How to Invest in DeFi Coins?

How to choose the best DeFi coin? When choosing projects from the DeFi crypto list in the first place, you should make sure that the developers are not anonymous, and that the project participants, especially the technical team and customer support, have sufficient experience in the industry.

It is also necessary to check the activity of the project in social networks and media. A public chat on Slack or Telegram for all investors is a very good sign. Carefully read the reviews, especially if you do not understand technical characteristics. If you are familiar with programming, check out the codes and API of the project. It can be trusted if they are in the public domain.

Scam can be detected at the very early stage of the project. Before deciding on any investment, consult a third party about the project. Find out about the project on Reddit, or ask a fellow programmer for advice. Scams usually don't care about listing on prestigious centralized exchanges. Check if the token is available on yours and which companies the project cooperates with.

Fake accounts are everywhere. Malicious bots are especially common in cryptocurrencies. It is worth paying attention to the customer support service. Contact a real person in the company and see for yourself if they can be trusted.

Every experienced crypto trader will give you one simple piece of advice: don't invest more than you can afford to lose. Initially, hedge funds were funds that held both long and short positions in stocks for the purpose of making a profit, regardless of which direction the market was moving.

The reality is that most cryptocurrency users do not have the ability to determine the market trend. The uniqueness of DeFi is that it is not on the exchange. There is no order book, and there is no long/short ratio. When it comes to top DeFi coins, we need to understand that once a certain rate of return is earned, in most cases the assets are “locked” in smart contracts so that users can borrow from them.This option allows the borrower to earn more than the interest rate on the loan, or use the borrowed funds to trade and earn more than the interest rate on the loan.

The market itself is undergoing a transformation, with an increasing number of cryptocurrencies appearing, which leads to even greater volatility. This market needs to be analyzed. This will be helped by tools that check the trading volume of the decentralized exchanges (DEX), the profitability of various assets, the liquidity level of various DeFi smart contracts, and even the network mempool.

How to Avoid Scams When Choosing DeFi Coins? 

Red flags:

– there is no technical audit of the code. The audit should be done by a well-known, recognized team in the community, and should be specific to this protocol.

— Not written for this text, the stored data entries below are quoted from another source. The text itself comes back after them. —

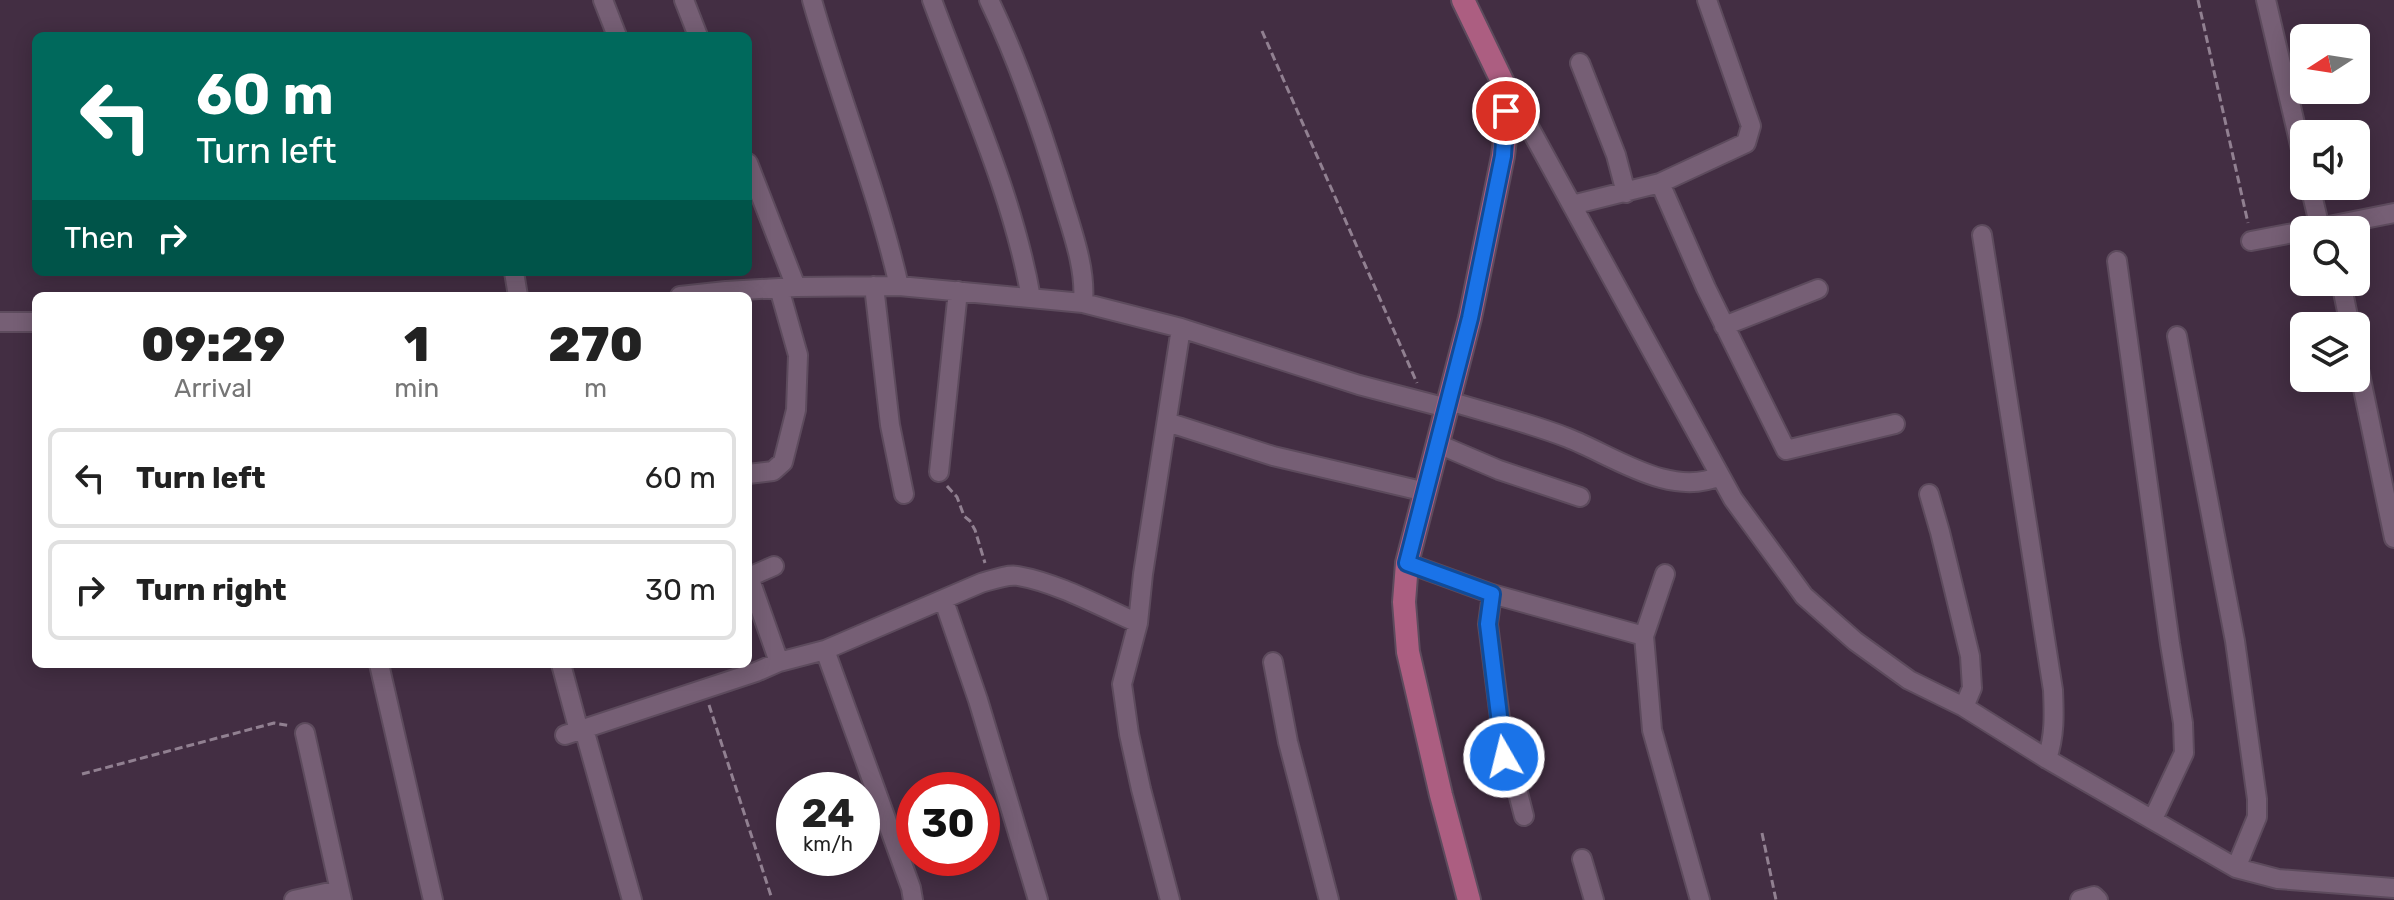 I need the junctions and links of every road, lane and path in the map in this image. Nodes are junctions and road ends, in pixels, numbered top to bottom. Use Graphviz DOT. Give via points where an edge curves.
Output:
graph roads {
  1 [pos="603,0"];
  2 [pos="684,0"];
  3 [pos="812,0"];
  4 [pos="932,0"];
  5 [pos="989,0"];
  6 [pos="1463,0"];
  7 [pos="1707,0"];
  8 [pos="2198,0"];
  9 [pos="2266,0"];
  10 [pos="1262,31"];
  11 [pos="615,32"];
  12 [pos="696,32"];
  13 [pos="1580,63"];
  14 [pos="1504,85"];
  15 [pos="2294,120"];
  16 [pos="752,175"];
  17 [pos="1660,183"];
  18 [pos="1626,193"];
  19 [pos="1572,205"];
  20 [pos="2394,213"];
  21 [pos="2370,218"];
  22 [pos="2290,234"];
  23 [pos="1982,235"];
  24 [pos="2251,241"];
  25 [pos="2117,261"];
  26 [pos="721,276"];
  27 [pos="874,286"];
  28 [pos="899,286"];
  29 [pos="788,287"];
  30 [pos="1818,289"];
  31 [pos="726,291"];
  32 [pos="958,291"];
  33 [pos="717,292"];
  34 [pos="1031,298"];
  35 [pos="1083,303"];
  36 [pos="0,322"];
  37 [pos="32,322"];
  38 [pos="1724,326"];
  39 [pos="1181,328"];
  40 [pos="2177,336"];
  41 [pos="2364,392"];
  42 [pos="1448,405"];
  43 [pos="1167,422"];
  44 [pos="1895,424"];
  45 [pos="1438,444"];
  46 [pos="939,472"];
  47 [pos="752,474"];
  48 [pos="1720,476"];
  49 [pos="1426,492"];
  50 [pos="904,494"];
  51 [pos="1929,494"];
  52 [pos="1580,497"];
  53 [pos="2394,538"];
  54 [pos="1407,563"];
  55 [pos="774,566"];
  56 [pos="1665,574"];
  57 [pos="752,576"];
  58 [pos="994,579"];
  59 [pos="752,586"];
  60 [pos="1492,594"];
  61 [pos="944,601"];
  62 [pos="1138,623"];
  63 [pos="1644,636"];
  64 [pos="825,650"];
  65 [pos="779,662"];
  66 [pos="1273,662"];
  67 [pos="380,668"];
  68 [pos="562,668"];
  69 [pos="704,690"];
  70 [pos="1964,707"];
  71 [pos="576,732"];
  72 [pos="305,733"];
  73 [pos="2184,753"];
  74 [pos="2047,759"];
  75 [pos="82,774"];
  76 [pos="2182,783"];
  77 [pos="1524,816"];
  78 [pos="2153,819"];
  79 [pos="1762,833"];
  80 [pos="1582,859"];
  81 [pos="2236,868"];
  82 [pos="2394,888"];
  83 [pos="341,895"];
  84 [pos="772,899"];
  85 [pos="294,900"];
  86 [pos="433,900"];
  87 [pos="632,900"];
  88 [pos="913,900"];
  89 [pos="1038,900"];
  90 [pos="1170,900"];
  91 [pos="1329,900"];
  92 [pos="1469,900"];
  93 [pos="1594,900"];
  94 [pos="1700,900"];
  95 [pos="1776,900"];
  96 [pos="2080,900"];
  97 [pos="2098,900"];
  1 -- 11 [label="street"];
  2 -- 12 [label="street"];
  3 -- 28 [label="street" via="874,189"];
  4 -- 34 [label="street" via="999,174"];
  5 -- 35 [label="street" via="1042,130 1077,251"];
  6 -- 14 [label="main road"];
  7 -- 17 [label="street" via="1750,135 1746,143"];
  8 -- 24 [label="path"];
  9 -- 15 [label="street"];
  10 -- 42 [label="path" via="1420,392"];
  13 -- 18 [label="street"];
  14 -- 19 [label="street"];
  14 -- 42 [label="main road" via="1503,156"];
  16 -- 29 [label="street"];
  17 -- 18 [label="street"];
  17 -- 38 [label="street"];
  18 -- 19 [label="street"];
  19 -- 48 [label="street"];
  20 -- 21 [label="street"];
  22 -- 24 [label="street"];
  23 -- 74 [label="street" via="2053,690 2055,727"];
  25 -- 73 [label="street"];
  26 -- 31 [label="street"];
  27 -- 28 [label="street"];
  27 -- 29 [label="street"];
  27 -- 50 [label="street" via="890,425"];
  28 -- 32 [label="street"];
  29 -- 31 [label="street"];
  29 -- 47 [label="street" via="798,355 796,410 783,462 773,471"];
  30 -- 38 [label="street"];
  31 -- 33 [label="street"];
  32 -- 34 [label="street"];
  32 -- 46 [label="street"];
  34 -- 35 [label="street"];
  35 -- 39 [label="street"];
  36 -- 37 [label="street"];
  38 -- 44 [label="street" via="1786,450"];
  39 -- 42 [label="street" via="1359,385"];
  39 -- 43 [label="street"];
  40 -- 81 [label="street" via="2235,641 2257,799 2257,817"];
  41 -- 53 [label="street"];
  42 -- 45 [label="main road"];
  42 -- 48 [label="street" via="1567,437 1653,476 1694,483"];
  43 -- 49 [label="street" via="1273,456"];
  43 -- 62 [label="street"];
  45 -- 49 [label="main road"];
  45 -- 52 [label="street"];
  46 -- 58 [label="path" via="975,530"];
  48 -- 70 [label="street" via="1804,596 1909,680"];
  49 -- 54 [label="main road"];
  51 -- 70 [label="street" via="1970,656 1972,688"];
  54 -- 60 [label="street"];
  54 -- 92 [label="main road" via="1408,652"];
  55 -- 57 [label="street"];
  56 -- 63 [label="street"];
  58 -- 61 [label="street"];
  58 -- 62 [label="street" via="1016,575"];
  59 -- 65 [label="street"];
  60 -- 63 [label="street"];
  60 -- 77 [label="street" via="1488,624 1508,781 1517,789"];
  61 -- 64 [label="street"];
  61 -- 89 [label="street"];
  62 -- 90 [label="street" via="1122,684 1123,700"];
  63 -- 94 [label="street" via="1652,730"];
  64 -- 65 [label="street"];
  64 -- 88 [label="street"];
  65 -- 69 [label="street"];
  66 -- 91 [label="street"];
  67 -- 86 [label="street"];
  68 -- 71 [label="street"];
  69 -- 71 [label="street"];
  69 -- 84 [label="path"];
  70 -- 74 [label="street"];
  71 -- 87 [label="street"];
  72 -- 75 [label="path" via="274,723"];
  72 -- 83 [label="street"];
  73 -- 76 [label="street"];
  73 -- 78 [label="street"];
  74 -- 78 [label="street"];
  78 -- 81 [label="street"];
  79 -- 95 [label="path"];
  80 -- 93 [label="street"];
  81 -- 82 [label="street" via="2278,879"];
  83 -- 85 [label="street"];
  96 -- 97 [label="street"];
}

If an audit was made for a protocol code that was allegedly copied, this does not work.

– the project focuses on yield farming as the sole meaning of its existence. It can be either a pyramid scheme or a direct exit scam: bad DeFi live so little that one is indistinguishable from the other.

– the project “guarantees” unusually high profitability. As a rule, future exit scams offer sky-high farming strategies.

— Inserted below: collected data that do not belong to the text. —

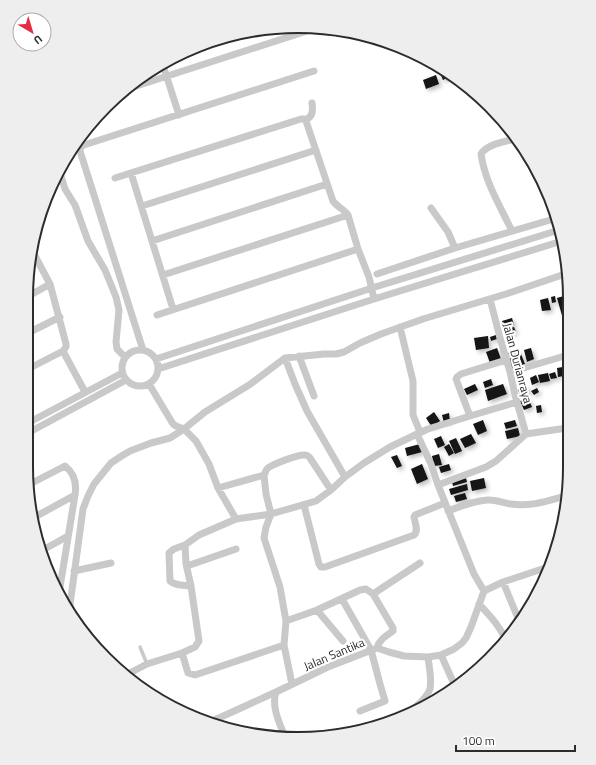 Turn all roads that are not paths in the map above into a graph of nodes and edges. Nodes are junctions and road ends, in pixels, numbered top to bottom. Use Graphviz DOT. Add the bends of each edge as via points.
graph roads {
  1 [pos="300,33"];
  2 [pos="165,70"];
  3 [pos="314,71"];
  4 [pos="167,77"];
  5 [pos="142,85"];
  6 [pos="312,103"];
  7 [pos="179,115"];
  8 [pos="305,120"];
  9 [pos="510,140"];
  10 [pos="80,148"];
  11 [pos="80,148"];
  12 [pos="316,150"];
  13 [pos="131,173"];
  14 [pos="62,178"];
  15 [pos="115,178"];
  16 [pos="327,184"];
  17 [pos="142,206"];
  18 [pos="431,208"];
  19 [pos="348,215"];
  20 [pos="551,220"];
  21 [pos="512,231"];
  22 [pos="555,232"];
  23 [pos="152,241"];
  24 [pos="557,242"];
  25 [pos="455,248"];
  26 [pos="358,249"];
  27 [pos="35,261"];
  28 [pos="377,274"];
  29 [pos="163,275"];
  30 [pos="562,275"];
  31 [pos="50,284"];
  32 [pos="372,288"];
  33 [pos="33,293"];
  34 [pos="374,299"];
  35 [pos="490,299"];
  36 [pos="173,309"];
  37 [pos="157,315"];
  38 [pos="60,317"];
  39 [pos="400,328"];
  40 [pos="33,330"];
  41 [pos="143,350"];
  42 [pos="63,351"];
  43 [pos="299,356"];
  44 [pos="563,356"];
  45 [pos="125,357"];
  46 [pos="285,358"];
  47 [pos="156,359"];
  48 [pos="506,360"];
  49 [pos="33,366"];
  50 [pos="158,369"];
  51 [pos="510,372"];
  52 [pos="122,373"];
  53 [pos="126,380"];
  54 [pos="149,384"];
  55 [pos="85,392"];
  56 [pos="314,396"];
  57 [pos="517,402"];
  58 [pos="470,416"];
  59 [pos="33,420"];
  60 [pos="184,429"];
  61 [pos="563,429"];
  62 [pos="33,430"];
  63 [pos="419,433"];
  64 [pos="526,434"];
  65 [pos="264,475"];
  66 [pos="345,477"];
  67 [pos="34,482"];
  68 [pos="438,485"];
  69 [pos="218,488"];
  70 [pos="331,490"];
  71 [pos="75,495"];
  72 [pos="561,497"];
  73 [pos="445,503"];
  74 [pos="304,505"];
  75 [pos="448,511"];
  76 [pos="271,514"];
  77 [pos="37,516"];
  78 [pos="236,519"];
  79 [pos="68,536"];
  80 [pos="185,545"];
  81 [pos="46,548"];
  82 [pos="236,549"];
  83 [pos="111,563"];
  84 [pos="420,563"];
  85 [pos="187,566"];
  86 [pos="543,569"];
  87 [pos="74,571"];
  88 [pos="61,578"];
  89 [pos="58,580"];
  90 [pos="503,582"];
  91 [pos="60,584"];
  92 [pos="191,586"];
  93 [pos="484,591"];
  94 [pos="373,594"];
  95 [pos="342,599"];
  96 [pos="70,602"];
  97 [pos="479,604"];
  98 [pos="317,610"];
  99 [pos="517,616"];
  100 [pos="286,621"];
  101 [pos="503,634"];
  102 [pos="343,641"];
  103 [pos="284,645"];
  104 [pos="140,647"];
  105 [pos="374,649"];
  106 [pos="182,653"];
  107 [pos="441,654"];
  108 [pos="428,657"];
  109 [pos="147,664"];
  110 [pos="131,672"];
  111 [pos="453,681"];
  112 [pos="292,684"];
  113 [pos="276,692"];
  114 [pos="421,702"];
  115 [pos="360,711"];
  116 [pos="216,719"];
  117 [pos="282,731"];
  1 -- 4 [label="street"];
  2 -- 4 [label="street"];
  3 -- 7 [label="street"];
  4 -- 5 [label="street"];
  4 -- 7 [label="street"];
  6 -- 8 [label="street" via="313,112"];
  7 -- 11 [label="street"];
  8 -- 12 [label="street"];
  8 -- 13 [label="street" via="301,119"];
  9 -- 21 [label="street" via="484,150 481,154 494,196"];
  10 -- 41 [label="street"];
  12 -- 16 [label="street"];
  12 -- 17 [label="street"];
  13 -- 15 [label="street"];
  13 -- 17 [label="street"];
  14 -- 45 [label="street" via="88,241 116,296 119,310 116,342 117,348"];
  16 -- 19 [label="street" via="334,203"];
  16 -- 23 [label="street"];
  17 -- 23 [label="street"];
  18 -- 25 [label="street" via="448,232"];
  19 -- 26 [label="street"];
  19 -- 29 [label="street"];
  20 -- 21 [label="street"];
  21 -- 25 [label="street"];
  22 -- 32 [label="street"];
  23 -- 29 [label="street"];
  24 -- 34 [label="street"];
  25 -- 28 [label="street"];
  26 -- 32 [label="street"];
  26 -- 36 [label="street"];
  27 -- 31 [label="street"];
  29 -- 36 [label="street"];
  30 -- 35 [label="street"];
  31 -- 33 [label="street"];
  31 -- 38 [label="street"];
  32 -- 34 [label="street"];
  32 -- 47 [label="street"];
  34 -- 50 [label="street"];
  35 -- 39 [label="street"];
  35 -- 48 [label="street, Jalan Durianraya"];
  36 -- 37 [label="street"];
  38 -- 40 [label="street"];
  38 -- 42 [label="street" via="66,344"];
  39 -- 43 [label="street" via="344,352"];
  39 -- 63 [label="street" via="413,381 414,415"];
  41 -- 45 [label="street" via="133,351"];
  41 -- 47 [label="street"];
  42 -- 49 [label="street"];
  42 -- 55 [label="street"];
  43 -- 46 [label="street"];
  43 -- 56 [label="street"];
  44 -- 51 [label="street"];
  45 -- 52 [label="street"];
  46 -- 60 [label="street"];
  46 -- 66 [label="street" via="307,412"];
  47 -- 50 [label="street"];
  48 -- 51 [label="street, Jalan Durianraya"];
  48 -- 58 [label="street" via="457,377"];
  50 -- 54 [label="street" via="155,378"];
  51 -- 57 [label="street, Jalan Durianraya"];
  52 -- 53 [label="street"];
  52 -- 55 [label="street"];
  53 -- 54 [label="street" via="141,387"];
  53 -- 62 [label="street"];
  54 -- 60 [label="street" via="173,424"];
  55 -- 59 [label="street"];
  57 -- 58 [label="street"];
  57 -- 64 [label="street, Jalan Durianraya"];
  58 -- 63 [label="street"];
  60 -- 69 [label="street" via="196,441 209,464"];
  60 -- 87 [label="street" via="170,438 130,451 102,472 88,496 84,509"];
  61 -- 64 [label="street"];
  63 -- 66 [label="street" via="390,447"];
  63 -- 68 [label="street"];
  64 -- 68 [label="street" via="486,467"];
  65 -- 69 [label="street"];
  65 -- 70 [label="street" via="271,465 305,455 310,458"];
  65 -- 76 [label="street"];
  66 -- 70 [label="street"];
  67 -- 71 [label="street" via="65,466 73,474"];
  68 -- 73 [label="street"];
  69 -- 78 [label="street"];
  70 -- 74 [label="street" via="316,501"];
  71 -- 77 [label="street"];
  71 -- 79 [label="street"];
  72 -- 75 [label="street" via="523,505 487,500"];
  73 -- 74 [label="street" via="414,517 417,531 414,535 325,567 319,564"];
  73 -- 75 [label="street"];
  74 -- 76 [label="street"];
  75 -- 93 [label="street" via="474,574"];
  76 -- 78 [label="street"];
  76 -- 100 [label="street" via="264,538 280,587"];
  78 -- 80 [label="street"];
  79 -- 81 [label="street"];
  79 -- 88 [label="street"];
  80 -- 85 [label="street"];
  80 -- 92 [label="street" via="169,553 170,581 176,585"];
  82 -- 85 [label="street"];
  83 -- 87 [label="street"];
  84 -- 94 [label="street"];
  85 -- 92 [label="street"];
  86 -- 90 [label="street"];
  87 -- 96 [label="street"];
  88 -- 89 [label="street"];
  88 -- 91 [label="street"];
  90 -- 93 [label="street"];
  90 -- 99 [label="street"];
  92 -- 106 [label="street" via="199,642 195,647"];
  93 -- 97 [label="street, Jalan Santika"];
  94 -- 95 [label="street" via="366,588"];
  94 -- 105 [label="street" via="393,628"];
  95 -- 98 [label="street"];
  95 -- 105 [label="street"];
  97 -- 101 [label="street"];
  97 -- 107 [label="street, Jalan Santika" via="462,644"];
  98 -- 100 [label="street"];
  98 -- 102 [label="street"];
  100 -- 103 [label="street"];
  103 -- 106 [label="street" via="195,675 188,673"];
  103 -- 112 [label="street"];
  104 -- 109 [label="lane"];
  105 -- 108 [label="street, Jalan Santika" via="404,656"];
  105 -- 112 [label="street, Jalan Santika"];
  105 -- 115 [label="street" via="385,701"];
  106 -- 109 [label="street"];
  107 -- 108 [label="street, Jalan Santika"];
  107 -- 111 [label="street"];
  108 -- 114 [label="street" via="431,681 429,690"];
  109 -- 110 [label="street"];
  112 -- 113 [label="street, Jalan Santika"];
  113 -- 116 [label="street, Jalan Santika"];
  113 -- 117 [label="street" via="276,713"];
}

– remember the lessons of ICO – an anonymous team, identity fraud (fake names and photos of the creators), closed code, "infancy", a big "premine" – all this should give cause for concern. 

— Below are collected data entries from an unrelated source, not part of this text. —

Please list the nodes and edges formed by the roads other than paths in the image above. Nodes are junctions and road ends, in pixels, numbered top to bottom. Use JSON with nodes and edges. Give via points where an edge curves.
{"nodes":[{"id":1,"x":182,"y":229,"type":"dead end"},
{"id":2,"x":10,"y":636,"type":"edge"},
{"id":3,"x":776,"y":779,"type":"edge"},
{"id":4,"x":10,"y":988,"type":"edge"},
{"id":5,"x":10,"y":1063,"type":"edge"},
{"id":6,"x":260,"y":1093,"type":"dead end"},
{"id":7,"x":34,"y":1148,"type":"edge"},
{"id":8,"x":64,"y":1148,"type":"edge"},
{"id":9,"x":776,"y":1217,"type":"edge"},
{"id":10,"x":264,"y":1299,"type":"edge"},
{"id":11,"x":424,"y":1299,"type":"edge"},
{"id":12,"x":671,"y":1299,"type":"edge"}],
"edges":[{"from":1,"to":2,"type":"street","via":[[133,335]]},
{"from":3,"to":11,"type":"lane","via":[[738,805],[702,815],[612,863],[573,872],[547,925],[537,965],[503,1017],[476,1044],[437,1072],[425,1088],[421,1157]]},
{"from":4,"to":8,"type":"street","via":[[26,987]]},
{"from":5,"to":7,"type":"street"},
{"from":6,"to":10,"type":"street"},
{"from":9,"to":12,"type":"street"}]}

How to Make Money in DeFi? 

A (meaningful) choice of DeFi crypto coins is only possible within a medium-term strategy. On a short horizon, anything can shoot – as well as collapse for unpredictable reasons, on a long one  – it is not clear what will happen to the context, technology, Bitcoin dominance, etc.

The best strategy is to think thrice before investing in top DeFi coins or depositing a significant portion of your deposit into protocols. Like potential returns, risks are multiplied here.

Hedging (not very significant) can be done in two ways. First, remember that there are different earning strategies in DeFi – direct investment in tokens, participation in farming directly or indirectly – can be divided between them. Secondly, there are ready-made DeFi portfolios and index tokens. They are not a panacea, if the DeFi industry falls, then the whole falls. But due to balance, the blow can be softened.